> _WHAT YOU WILL DO_
Tally up the lines below containing the string "list", then write the number alone.

+++

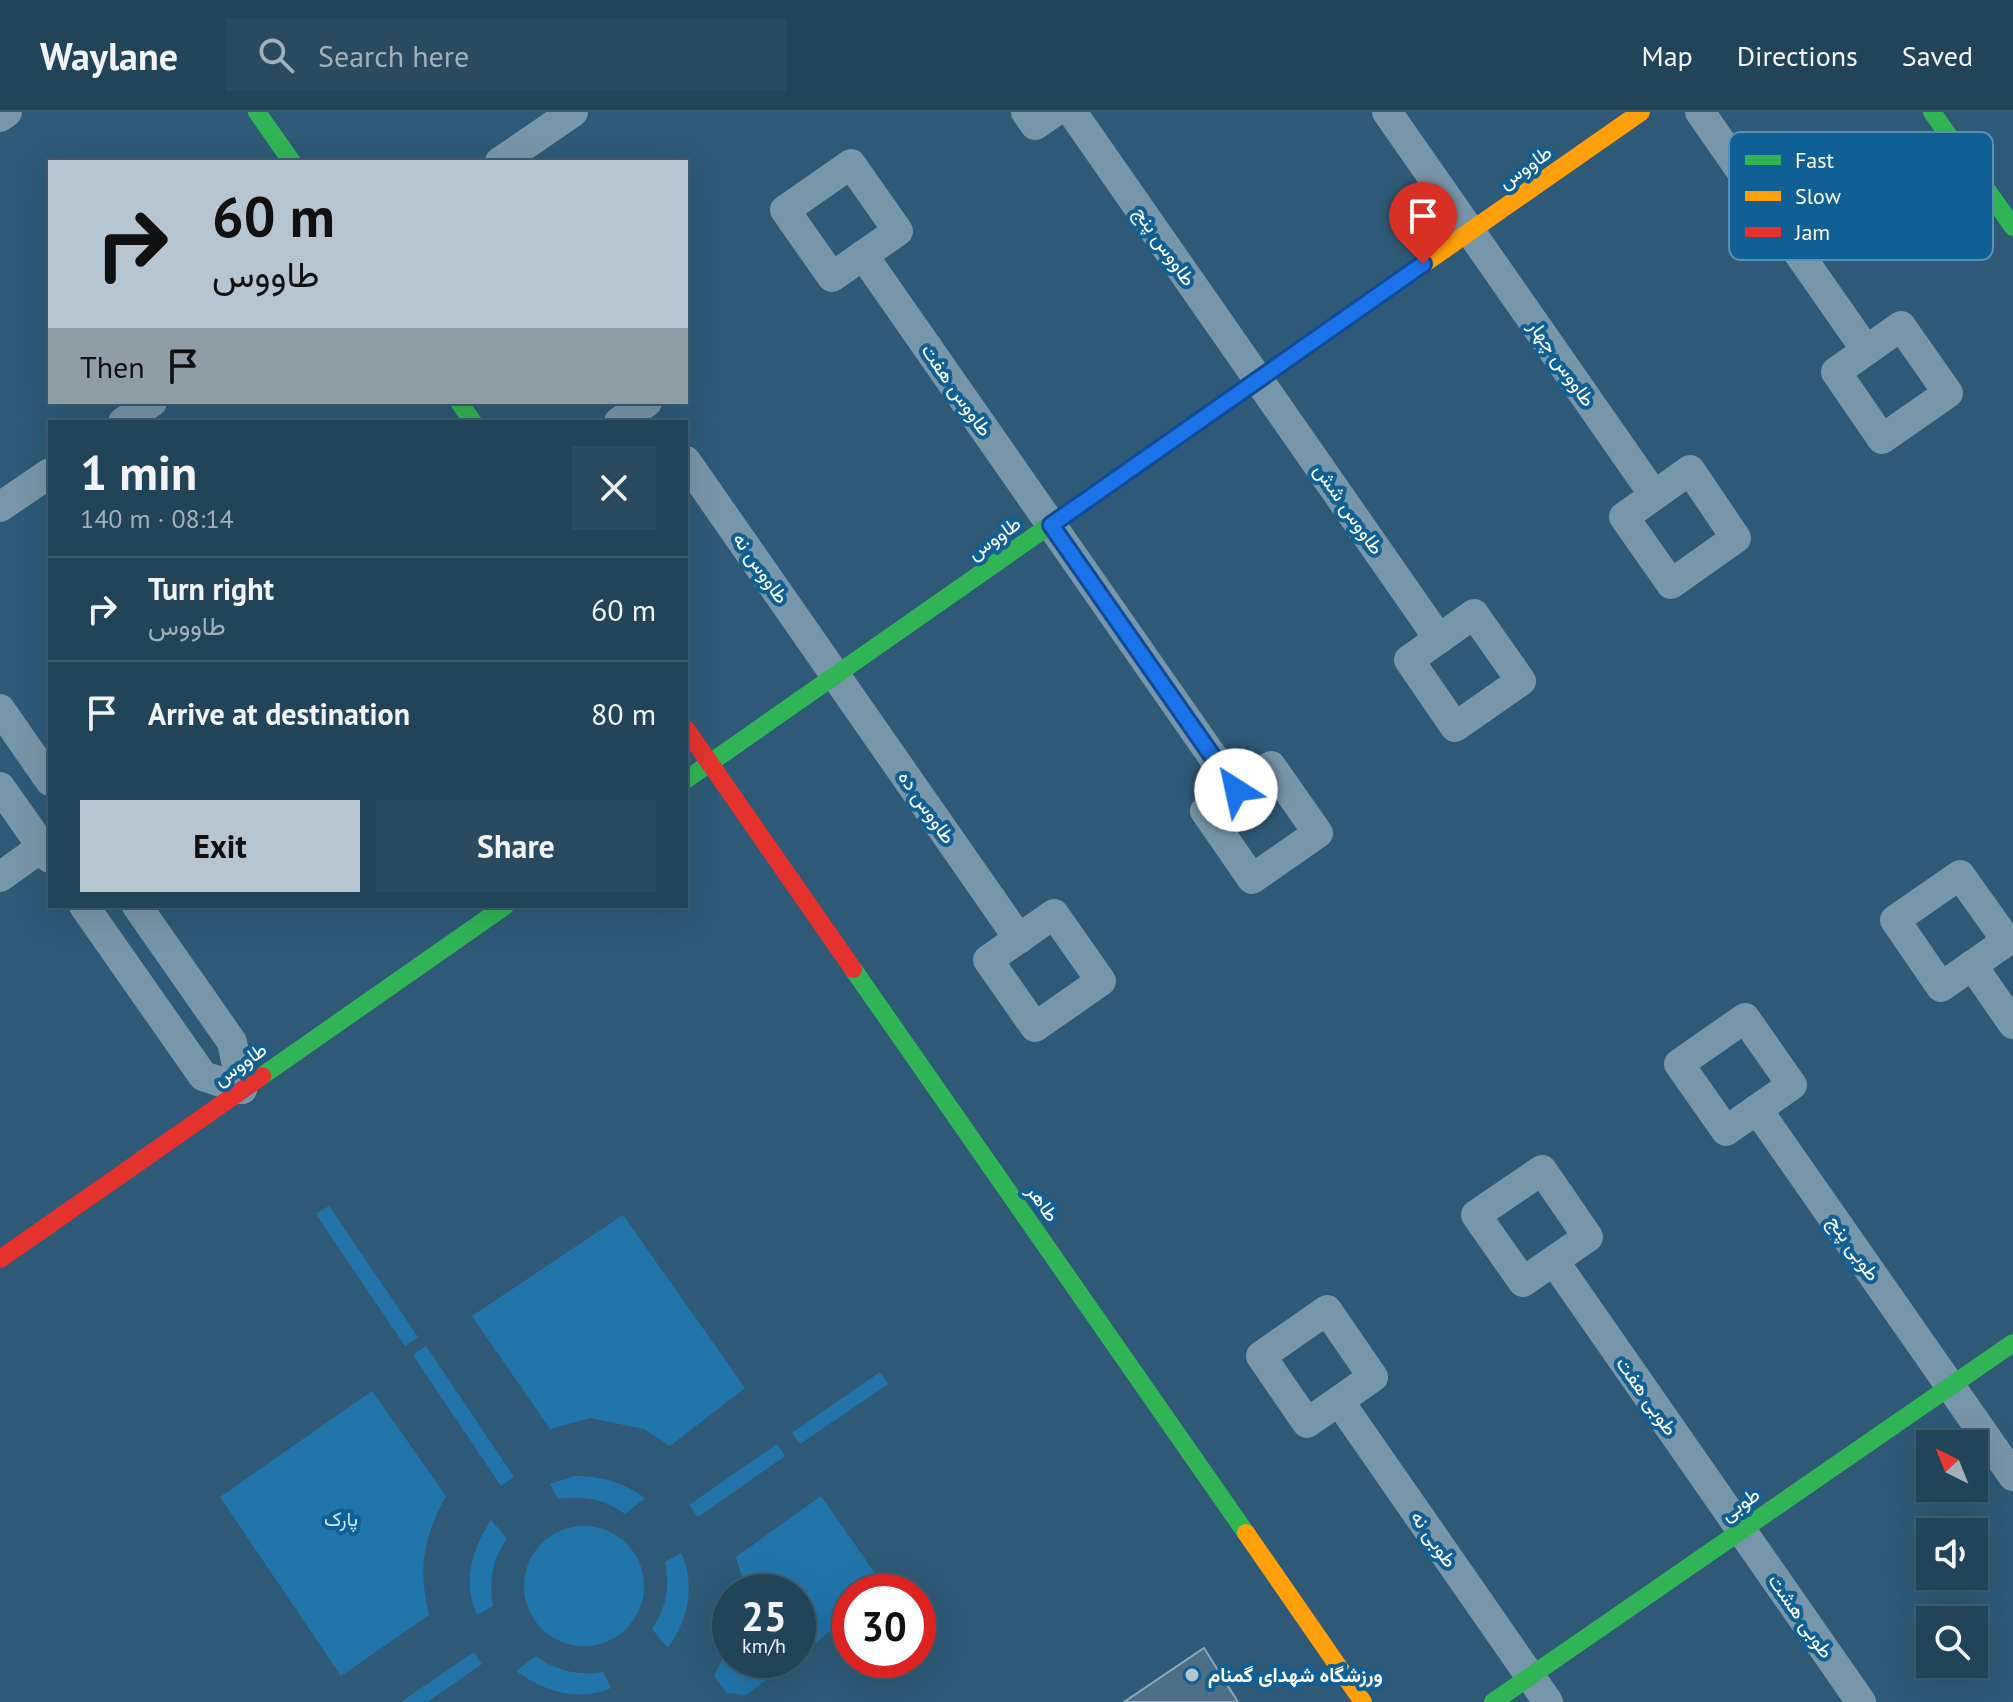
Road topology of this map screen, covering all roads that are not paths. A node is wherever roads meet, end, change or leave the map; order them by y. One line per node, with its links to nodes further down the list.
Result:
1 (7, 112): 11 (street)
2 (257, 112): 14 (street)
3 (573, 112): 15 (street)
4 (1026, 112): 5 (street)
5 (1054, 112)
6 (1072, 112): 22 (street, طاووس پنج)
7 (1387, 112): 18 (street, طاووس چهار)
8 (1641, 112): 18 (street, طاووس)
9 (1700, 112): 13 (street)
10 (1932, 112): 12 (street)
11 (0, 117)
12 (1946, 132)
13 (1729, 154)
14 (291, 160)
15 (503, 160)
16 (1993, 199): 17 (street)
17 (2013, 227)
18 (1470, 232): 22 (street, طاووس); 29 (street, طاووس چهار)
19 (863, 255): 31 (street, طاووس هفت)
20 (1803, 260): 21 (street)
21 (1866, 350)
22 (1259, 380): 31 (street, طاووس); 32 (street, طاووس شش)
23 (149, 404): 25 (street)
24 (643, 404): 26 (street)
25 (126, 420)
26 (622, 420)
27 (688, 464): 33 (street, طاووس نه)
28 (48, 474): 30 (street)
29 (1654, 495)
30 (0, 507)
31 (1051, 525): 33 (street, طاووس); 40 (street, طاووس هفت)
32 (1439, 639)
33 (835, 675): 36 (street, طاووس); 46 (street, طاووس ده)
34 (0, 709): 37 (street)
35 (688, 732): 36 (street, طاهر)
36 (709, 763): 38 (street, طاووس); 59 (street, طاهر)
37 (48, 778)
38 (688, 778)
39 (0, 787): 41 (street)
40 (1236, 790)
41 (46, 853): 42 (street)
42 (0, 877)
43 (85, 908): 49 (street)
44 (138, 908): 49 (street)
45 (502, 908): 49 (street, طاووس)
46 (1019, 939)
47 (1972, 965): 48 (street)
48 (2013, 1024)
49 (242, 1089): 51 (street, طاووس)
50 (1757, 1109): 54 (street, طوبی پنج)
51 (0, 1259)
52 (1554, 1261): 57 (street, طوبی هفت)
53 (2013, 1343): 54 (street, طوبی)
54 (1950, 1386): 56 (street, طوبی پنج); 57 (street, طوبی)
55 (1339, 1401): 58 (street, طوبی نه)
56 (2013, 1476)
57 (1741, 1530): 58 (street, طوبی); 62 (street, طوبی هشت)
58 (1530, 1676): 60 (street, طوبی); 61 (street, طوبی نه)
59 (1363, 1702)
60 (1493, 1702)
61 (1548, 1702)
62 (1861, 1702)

+++

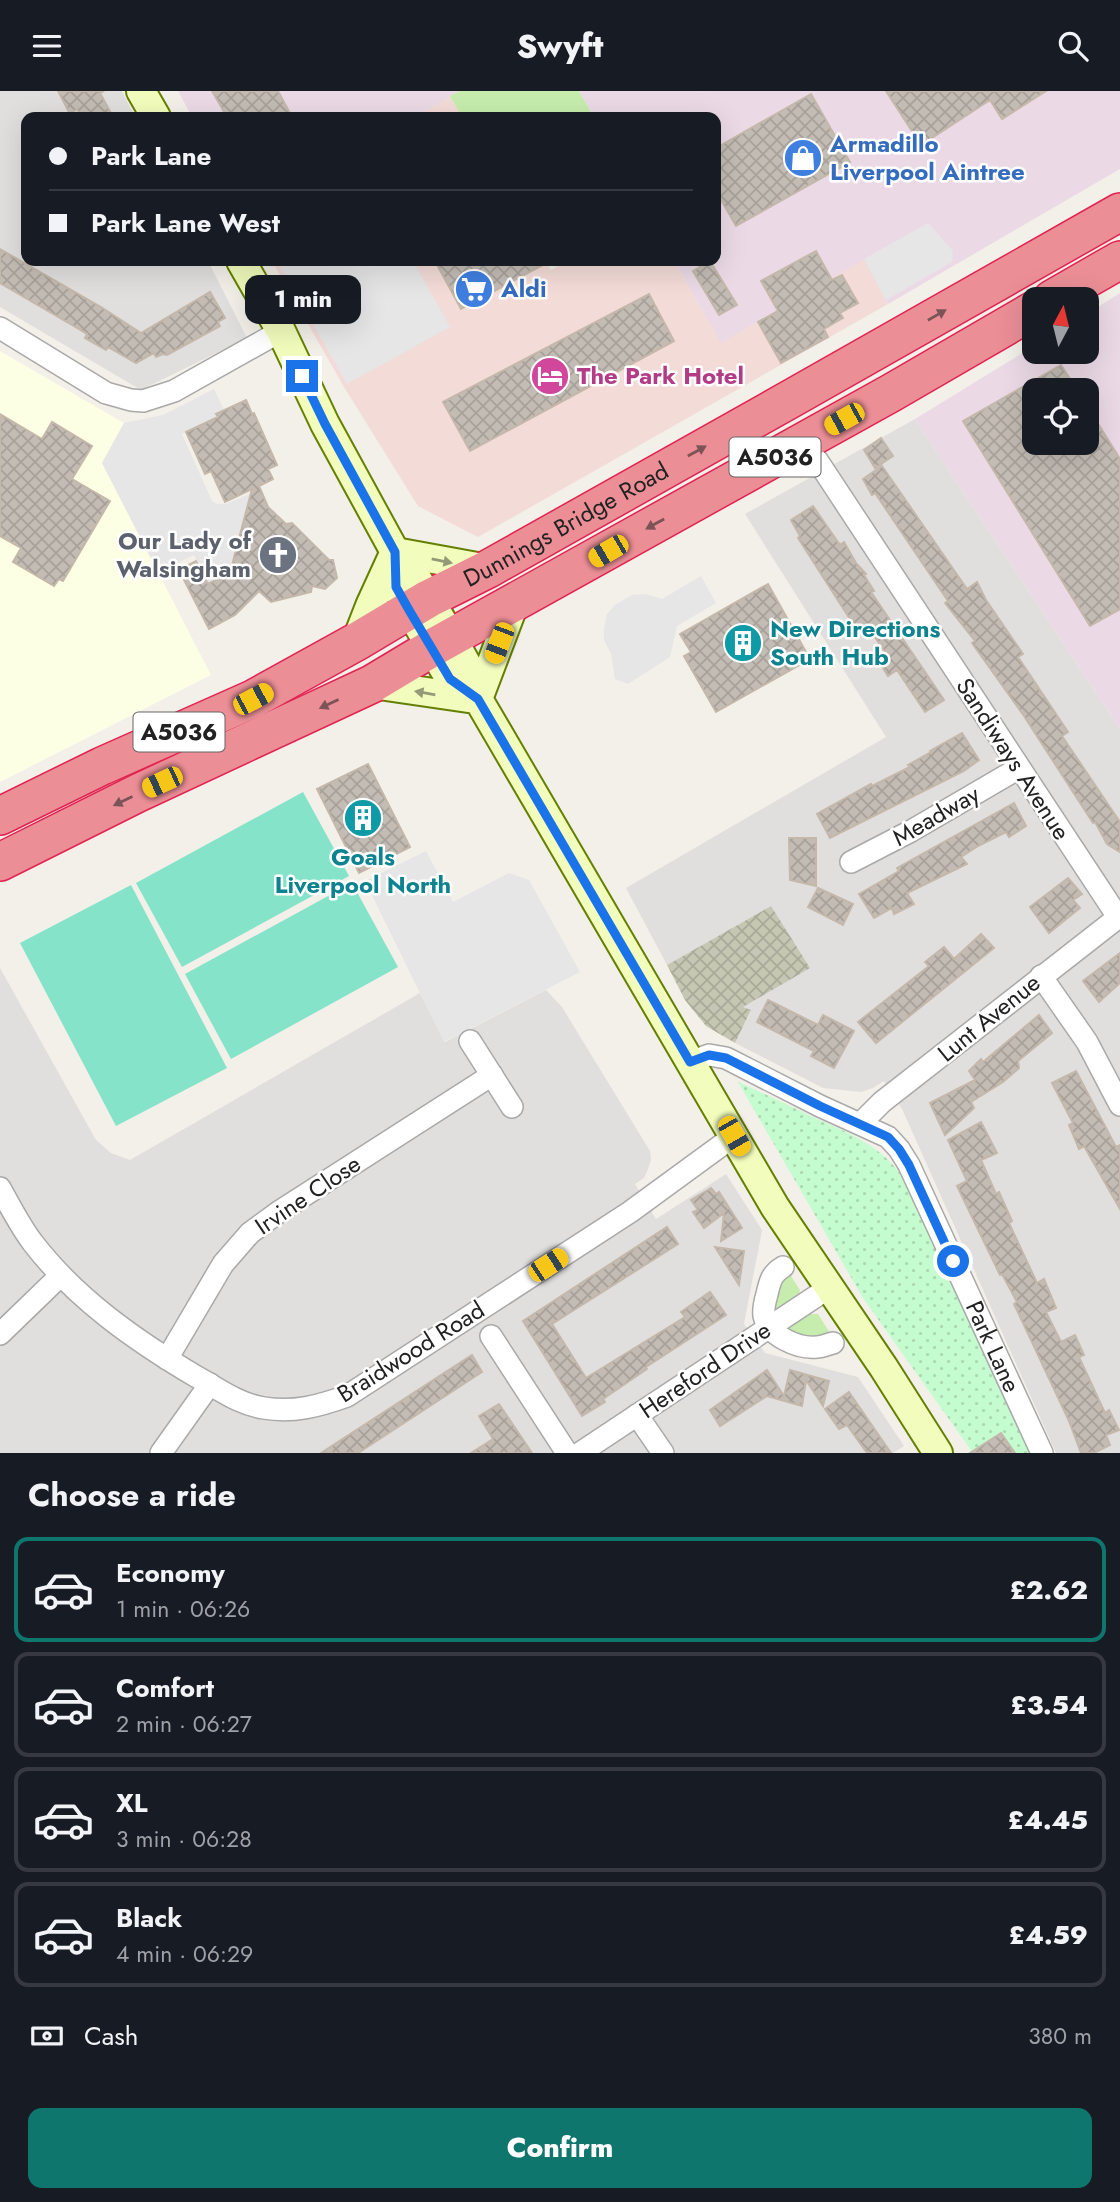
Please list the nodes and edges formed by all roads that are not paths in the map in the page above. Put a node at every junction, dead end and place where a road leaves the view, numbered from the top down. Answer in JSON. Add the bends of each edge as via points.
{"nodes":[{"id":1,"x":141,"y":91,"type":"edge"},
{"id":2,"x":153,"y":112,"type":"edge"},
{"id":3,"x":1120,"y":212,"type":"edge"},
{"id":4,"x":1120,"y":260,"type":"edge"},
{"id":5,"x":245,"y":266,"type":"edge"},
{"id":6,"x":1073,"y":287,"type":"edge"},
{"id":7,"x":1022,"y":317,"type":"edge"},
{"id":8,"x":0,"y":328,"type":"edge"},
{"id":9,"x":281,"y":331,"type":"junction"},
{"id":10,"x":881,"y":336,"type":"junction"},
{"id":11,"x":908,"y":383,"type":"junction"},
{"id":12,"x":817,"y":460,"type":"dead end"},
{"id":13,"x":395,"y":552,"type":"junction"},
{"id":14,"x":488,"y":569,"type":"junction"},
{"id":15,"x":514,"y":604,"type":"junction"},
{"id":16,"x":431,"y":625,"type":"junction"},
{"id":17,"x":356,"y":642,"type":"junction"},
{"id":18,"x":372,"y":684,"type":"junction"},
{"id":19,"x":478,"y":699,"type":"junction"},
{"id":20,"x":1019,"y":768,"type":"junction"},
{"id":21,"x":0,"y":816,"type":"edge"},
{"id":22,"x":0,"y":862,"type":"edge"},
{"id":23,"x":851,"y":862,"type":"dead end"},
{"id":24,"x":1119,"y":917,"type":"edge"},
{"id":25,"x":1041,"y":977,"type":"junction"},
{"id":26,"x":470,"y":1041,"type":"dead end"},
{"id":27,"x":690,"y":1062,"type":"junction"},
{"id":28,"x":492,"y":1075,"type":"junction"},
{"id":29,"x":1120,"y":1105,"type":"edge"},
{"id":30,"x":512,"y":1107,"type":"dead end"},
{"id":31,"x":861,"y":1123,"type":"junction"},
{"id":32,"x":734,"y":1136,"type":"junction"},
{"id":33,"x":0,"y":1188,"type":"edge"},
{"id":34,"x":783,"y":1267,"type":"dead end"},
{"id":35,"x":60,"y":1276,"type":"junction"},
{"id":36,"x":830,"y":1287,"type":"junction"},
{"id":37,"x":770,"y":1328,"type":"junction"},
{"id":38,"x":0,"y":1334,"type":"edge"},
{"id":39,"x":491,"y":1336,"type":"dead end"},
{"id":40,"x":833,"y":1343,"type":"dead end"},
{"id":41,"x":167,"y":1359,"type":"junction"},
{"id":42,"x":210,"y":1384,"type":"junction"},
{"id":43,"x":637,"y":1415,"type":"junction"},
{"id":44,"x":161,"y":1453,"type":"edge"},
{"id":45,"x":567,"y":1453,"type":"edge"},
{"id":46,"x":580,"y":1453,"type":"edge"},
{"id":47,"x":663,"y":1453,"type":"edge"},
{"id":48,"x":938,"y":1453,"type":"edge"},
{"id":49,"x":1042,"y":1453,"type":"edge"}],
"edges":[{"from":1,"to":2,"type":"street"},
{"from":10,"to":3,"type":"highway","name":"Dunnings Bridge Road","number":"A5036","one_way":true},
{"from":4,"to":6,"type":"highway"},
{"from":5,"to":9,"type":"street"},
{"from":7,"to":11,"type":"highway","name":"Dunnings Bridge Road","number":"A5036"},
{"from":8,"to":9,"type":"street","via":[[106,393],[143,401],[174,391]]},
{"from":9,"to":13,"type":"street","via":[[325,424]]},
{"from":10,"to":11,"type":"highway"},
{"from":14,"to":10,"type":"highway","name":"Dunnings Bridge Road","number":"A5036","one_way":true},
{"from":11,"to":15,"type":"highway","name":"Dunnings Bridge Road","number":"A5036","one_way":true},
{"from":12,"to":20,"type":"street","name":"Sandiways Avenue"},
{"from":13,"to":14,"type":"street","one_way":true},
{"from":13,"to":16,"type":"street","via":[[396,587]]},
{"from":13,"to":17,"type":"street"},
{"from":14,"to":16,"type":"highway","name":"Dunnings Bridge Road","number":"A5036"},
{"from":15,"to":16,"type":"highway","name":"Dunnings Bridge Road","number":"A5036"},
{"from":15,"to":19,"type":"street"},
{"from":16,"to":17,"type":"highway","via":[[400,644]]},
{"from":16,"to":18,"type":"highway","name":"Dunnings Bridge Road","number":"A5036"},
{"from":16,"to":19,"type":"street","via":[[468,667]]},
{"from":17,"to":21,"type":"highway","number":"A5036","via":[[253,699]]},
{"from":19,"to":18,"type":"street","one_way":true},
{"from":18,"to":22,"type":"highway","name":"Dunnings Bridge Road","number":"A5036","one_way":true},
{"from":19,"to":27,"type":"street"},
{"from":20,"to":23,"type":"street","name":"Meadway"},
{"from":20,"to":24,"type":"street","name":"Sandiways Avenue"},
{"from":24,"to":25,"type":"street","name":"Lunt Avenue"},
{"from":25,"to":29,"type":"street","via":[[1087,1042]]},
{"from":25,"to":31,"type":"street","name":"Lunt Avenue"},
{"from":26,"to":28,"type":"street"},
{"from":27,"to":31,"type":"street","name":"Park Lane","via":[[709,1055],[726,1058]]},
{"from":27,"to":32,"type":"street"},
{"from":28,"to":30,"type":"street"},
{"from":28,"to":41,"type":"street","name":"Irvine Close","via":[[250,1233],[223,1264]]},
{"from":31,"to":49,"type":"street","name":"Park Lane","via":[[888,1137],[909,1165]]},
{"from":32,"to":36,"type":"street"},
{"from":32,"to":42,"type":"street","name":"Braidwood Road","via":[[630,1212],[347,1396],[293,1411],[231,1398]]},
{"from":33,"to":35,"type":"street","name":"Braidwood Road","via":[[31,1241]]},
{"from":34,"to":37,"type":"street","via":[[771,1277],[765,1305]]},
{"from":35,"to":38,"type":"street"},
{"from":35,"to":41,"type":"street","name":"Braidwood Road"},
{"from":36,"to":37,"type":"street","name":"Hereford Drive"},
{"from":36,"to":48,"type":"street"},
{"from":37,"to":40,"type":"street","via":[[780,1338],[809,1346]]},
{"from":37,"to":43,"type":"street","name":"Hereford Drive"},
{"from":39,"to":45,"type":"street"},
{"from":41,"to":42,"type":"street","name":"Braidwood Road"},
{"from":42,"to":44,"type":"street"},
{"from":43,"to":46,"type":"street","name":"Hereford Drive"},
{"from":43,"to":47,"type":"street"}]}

+++

> _RESPONSE FOR THIS EXERCISE_
2